Abstract 1 – 0900-0915
Category: Clinical
At the end of the session, participants will be able to:
  • Consider intracerebral hemorrhage in the range of potential outcomes in congenital CMV infection
  • Describe how polymicrogyria may result from an insult during proliferation and migration
  • Discuss possible mechanisms of injury to the developing brain by CMV
Presentor
Dr Robert Hammond is a Neuropathologist at London Health Sciences Centre and a Professor of Pathology and Clinical Neurological Sciences at Western University in the Schulich School of Medicine and Dentistry.
Authors
Barbra deVrijer 1, Diana Crowley 2, Delaney Cosma 2, Giulio Muscedere 3 and Robert Hammond 2, 4 1 Department of Obstetrics and Gynaecology 2 Department of Pathology and Laboratory Medicine 3 Department of Medical Imaging 4 Department of Clinical Neurological Sciences Schulich School of Medicine & Dentistry, Western University, London Health Sciences Centre and St Joseph’s Health Care, London, Ontario, Canada
Target Audience: Pathologists, Residents
CanMEDS: Medical Expert (the integrating role), Communicator, Health Advocate, Scholar
Description Cytomegalovirus (CMV) is among the most common of intrauterine infections against which we have no effective preventative or therapeutic options.
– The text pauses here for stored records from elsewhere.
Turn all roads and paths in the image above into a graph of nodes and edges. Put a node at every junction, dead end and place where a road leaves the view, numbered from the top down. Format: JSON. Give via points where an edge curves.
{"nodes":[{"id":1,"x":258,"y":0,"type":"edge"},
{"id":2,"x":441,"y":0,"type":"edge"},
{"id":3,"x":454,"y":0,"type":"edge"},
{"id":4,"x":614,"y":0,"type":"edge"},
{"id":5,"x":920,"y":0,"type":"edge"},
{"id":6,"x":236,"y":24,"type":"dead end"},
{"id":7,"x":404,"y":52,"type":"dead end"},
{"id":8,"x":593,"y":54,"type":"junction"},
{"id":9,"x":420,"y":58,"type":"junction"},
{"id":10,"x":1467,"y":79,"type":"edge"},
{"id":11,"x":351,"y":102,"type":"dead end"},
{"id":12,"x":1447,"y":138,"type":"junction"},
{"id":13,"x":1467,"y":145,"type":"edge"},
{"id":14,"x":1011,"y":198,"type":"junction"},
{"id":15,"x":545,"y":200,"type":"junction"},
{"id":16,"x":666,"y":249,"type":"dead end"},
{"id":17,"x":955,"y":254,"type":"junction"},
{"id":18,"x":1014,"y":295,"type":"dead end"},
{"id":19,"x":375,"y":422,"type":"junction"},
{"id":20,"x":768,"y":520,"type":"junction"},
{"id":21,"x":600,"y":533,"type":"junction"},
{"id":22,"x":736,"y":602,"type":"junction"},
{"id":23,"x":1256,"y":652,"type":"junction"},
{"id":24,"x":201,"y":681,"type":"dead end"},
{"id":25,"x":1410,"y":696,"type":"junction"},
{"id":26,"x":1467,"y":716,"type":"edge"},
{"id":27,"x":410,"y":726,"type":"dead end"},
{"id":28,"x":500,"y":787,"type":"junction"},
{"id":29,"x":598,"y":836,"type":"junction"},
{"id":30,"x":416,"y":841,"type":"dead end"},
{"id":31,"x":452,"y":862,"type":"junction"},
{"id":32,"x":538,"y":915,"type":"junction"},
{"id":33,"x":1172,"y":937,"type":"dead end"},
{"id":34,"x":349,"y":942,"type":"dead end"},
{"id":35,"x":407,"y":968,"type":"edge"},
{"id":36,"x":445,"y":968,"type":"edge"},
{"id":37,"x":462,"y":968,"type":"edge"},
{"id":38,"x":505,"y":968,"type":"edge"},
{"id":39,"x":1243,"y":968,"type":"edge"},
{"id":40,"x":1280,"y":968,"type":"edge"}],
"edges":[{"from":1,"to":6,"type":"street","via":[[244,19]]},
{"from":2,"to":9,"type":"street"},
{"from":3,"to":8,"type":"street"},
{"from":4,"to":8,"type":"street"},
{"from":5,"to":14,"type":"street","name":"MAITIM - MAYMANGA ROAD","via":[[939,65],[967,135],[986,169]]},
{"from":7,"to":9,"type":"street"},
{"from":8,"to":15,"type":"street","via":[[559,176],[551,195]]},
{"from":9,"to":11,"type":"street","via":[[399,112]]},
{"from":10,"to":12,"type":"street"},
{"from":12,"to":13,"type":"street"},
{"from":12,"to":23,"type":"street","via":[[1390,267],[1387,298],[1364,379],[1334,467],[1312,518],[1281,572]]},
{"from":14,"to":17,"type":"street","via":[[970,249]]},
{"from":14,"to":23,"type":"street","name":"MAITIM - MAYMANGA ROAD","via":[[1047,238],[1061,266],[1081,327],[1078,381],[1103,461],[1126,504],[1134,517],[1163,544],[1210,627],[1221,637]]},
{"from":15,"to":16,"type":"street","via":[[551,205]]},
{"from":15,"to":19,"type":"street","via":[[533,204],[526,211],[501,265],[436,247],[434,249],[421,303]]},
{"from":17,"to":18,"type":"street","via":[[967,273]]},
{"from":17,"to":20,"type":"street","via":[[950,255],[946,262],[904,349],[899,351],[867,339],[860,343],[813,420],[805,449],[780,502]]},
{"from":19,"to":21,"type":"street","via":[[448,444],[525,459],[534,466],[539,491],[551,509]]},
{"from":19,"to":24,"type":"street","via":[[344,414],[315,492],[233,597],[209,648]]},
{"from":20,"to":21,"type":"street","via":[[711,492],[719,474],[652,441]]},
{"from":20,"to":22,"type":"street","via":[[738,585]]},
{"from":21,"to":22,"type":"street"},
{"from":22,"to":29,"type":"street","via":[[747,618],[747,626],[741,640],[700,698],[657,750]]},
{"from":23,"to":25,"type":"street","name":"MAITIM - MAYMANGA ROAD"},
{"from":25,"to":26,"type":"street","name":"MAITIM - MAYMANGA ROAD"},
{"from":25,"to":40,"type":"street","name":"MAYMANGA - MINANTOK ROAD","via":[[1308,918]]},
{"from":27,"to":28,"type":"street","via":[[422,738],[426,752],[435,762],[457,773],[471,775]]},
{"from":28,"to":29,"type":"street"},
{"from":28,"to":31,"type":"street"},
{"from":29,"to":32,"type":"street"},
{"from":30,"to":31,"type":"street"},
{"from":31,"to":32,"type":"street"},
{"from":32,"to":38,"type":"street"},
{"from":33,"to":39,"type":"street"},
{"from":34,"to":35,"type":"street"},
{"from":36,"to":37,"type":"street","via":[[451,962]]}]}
The developing nervous system is a frequent target of CMV and while most injuries are subclinical, severe insults leading to microcephaly and migration defects are well known. A 20-week gestational age fetus was found to have several abnormalities on prenatal ultrasound, the most prominent of which was a large echogenic focus in one cerebral hemisphere. Congenital CMV infection was identified by amniocentesis and maternal serology. The pregnancy was ended by early induction of labour for a 368g stillborn infant. Postmortem examination revealed massive intracerebral hemorrhage as the correlate for the sonographic finding. The microscopic examination of the brain was also striking for extensive polymicrogyria, a high burden of CMV and abundant angiocentric CMV pathology. Catastrophic intracerebral hemorrhage has not been previously reported in association with congenital CMV infection. The present case expands the range of potential injuries the developing brain is subject to in the setting of CMV infection and raises the possibility of a direct vascular injury.